The FREEDOM trial: Coronary bypass graft vs. PCI in diabetic patients [Classics Series]

1. In patients with diabetes and multivessel disease, coronary artery bypass grafting (CABG) was shown to be superior to percutaneous coronary intervention (PCI) with drug-eluting stents in reducing the risk of all-cause mortality and nonfatal myocardial infarction.

2. Patients treated with PCI experienced a smaller risk of nonfatal stroke, but also had significantly higher rates of revascularization within a year of their procedure compared to those treated with CABG.

Original Date of Publication: December 2012

Study Rundown: Patients with multivessel coronary artery disease regularly undergo revascularization, and a large portion of these patients have diabetes. Prior studies have demonstrated that diabetic patients have greater survival when they receive CABG rather than balloon angioplasty, and as a result, guidelines at the time favored CABG for revascularization. There have been significant advances in PCI over the past few decades, particularly with the advent of drug-eluting stents. As a result, it remains unclear whether CABG or PCI was more suitable for multivessel disease in the context of diabetes.

The Future Revascularization Evaluation in Patients with Diabetes Mellitus: Optimal Management of Multivessel Disease (FREEDOM) trial sought to address this question. Patients with diabetes and multivessel disease were randomized to undergo PCI with drug-eluting stents or CABG in addition to standard medical therapy, and subsequently followed for minimum of 2 years. In summary, CABG was found to be superior to PCI in reducing all-cause mortality and nonfatal myocardial infarctions in this patient population. Compared to PCI, CABG was linked with a small but significant increase in the risk of nonfatal stroke. Nevertheless, this trial supports the use of CABG over PCI in diabetic patients with multivessel disease.

Click to read the study in NEJM

In-Depth [randomized controlled trial]: This randomized controlled trial was conducted at 140 centers around the world. To be included, patients had to have diabetes and angiographically confirmed multivessel disease with stenosis >70% in two or more major coronary arteries in at least two major coronary-artery territories. Patients with left main coronary stenosis were excluded. A total of 1900 patients met these criteria and underwent randomization to either PCI with drug-eluting stents or CABG, where arterial revascularization was encouraged. All patients were treated to optimize their medical risk factors (e.g., low-density lipoprotein levels, blood pressure, glycated hemoglobin), and the primary outcome was a composite of all-cause mortality, nonfatal myocardial infarction, and nonfatal stroke.

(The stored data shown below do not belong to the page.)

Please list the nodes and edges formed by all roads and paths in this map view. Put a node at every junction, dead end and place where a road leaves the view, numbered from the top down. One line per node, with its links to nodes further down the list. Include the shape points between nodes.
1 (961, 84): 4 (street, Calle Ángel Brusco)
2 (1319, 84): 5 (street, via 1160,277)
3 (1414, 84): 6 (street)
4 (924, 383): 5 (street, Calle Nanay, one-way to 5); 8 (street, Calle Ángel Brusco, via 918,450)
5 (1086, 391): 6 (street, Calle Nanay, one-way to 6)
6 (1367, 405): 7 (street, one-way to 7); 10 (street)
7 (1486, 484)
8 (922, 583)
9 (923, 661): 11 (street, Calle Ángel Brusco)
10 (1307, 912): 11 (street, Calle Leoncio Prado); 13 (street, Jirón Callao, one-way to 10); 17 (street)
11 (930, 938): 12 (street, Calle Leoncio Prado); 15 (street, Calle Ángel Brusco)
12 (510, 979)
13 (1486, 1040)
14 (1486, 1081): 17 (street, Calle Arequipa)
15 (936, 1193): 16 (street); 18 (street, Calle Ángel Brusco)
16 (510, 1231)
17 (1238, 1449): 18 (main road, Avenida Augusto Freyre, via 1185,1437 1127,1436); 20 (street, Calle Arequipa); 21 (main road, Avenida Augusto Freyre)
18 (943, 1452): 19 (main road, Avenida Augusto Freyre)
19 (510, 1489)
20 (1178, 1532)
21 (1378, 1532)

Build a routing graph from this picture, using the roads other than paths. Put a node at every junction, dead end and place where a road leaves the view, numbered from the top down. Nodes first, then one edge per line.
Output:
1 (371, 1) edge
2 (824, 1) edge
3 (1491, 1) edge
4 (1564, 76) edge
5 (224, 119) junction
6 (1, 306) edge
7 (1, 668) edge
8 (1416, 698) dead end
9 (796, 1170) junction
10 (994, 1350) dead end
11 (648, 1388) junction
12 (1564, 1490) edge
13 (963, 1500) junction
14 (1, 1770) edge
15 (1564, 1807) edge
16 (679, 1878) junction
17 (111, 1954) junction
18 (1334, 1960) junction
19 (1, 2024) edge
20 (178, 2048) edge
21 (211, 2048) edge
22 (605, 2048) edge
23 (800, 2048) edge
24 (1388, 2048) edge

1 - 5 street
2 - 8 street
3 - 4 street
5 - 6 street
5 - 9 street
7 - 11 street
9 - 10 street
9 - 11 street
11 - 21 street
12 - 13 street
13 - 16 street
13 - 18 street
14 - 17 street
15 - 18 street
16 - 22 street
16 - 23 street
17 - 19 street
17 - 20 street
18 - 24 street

The rate of the primary outcome was significantly higher in patients receiving PCI than in those receiving CABG at 5 years (26.6% vs. 18.7%, absolute difference 7.9%, 95%CI 3.3 to 12.5%, p = 0.005). This was driven by lower rates of all-cause mortality (absolute difference 5.4%, 95%CI 1.5 to 9.2%, p = 0.049) and nonfatal myocardial infarction (p < 0.001). Patients treated with PCI experienced significantly fewer strokes than those treated with CABG (p = 0.03). Significantly higher rates of repeat revascularization within 1 year were observed in the PCI compared to CABG group (12.6% vs. 4.8%, p < 0.001).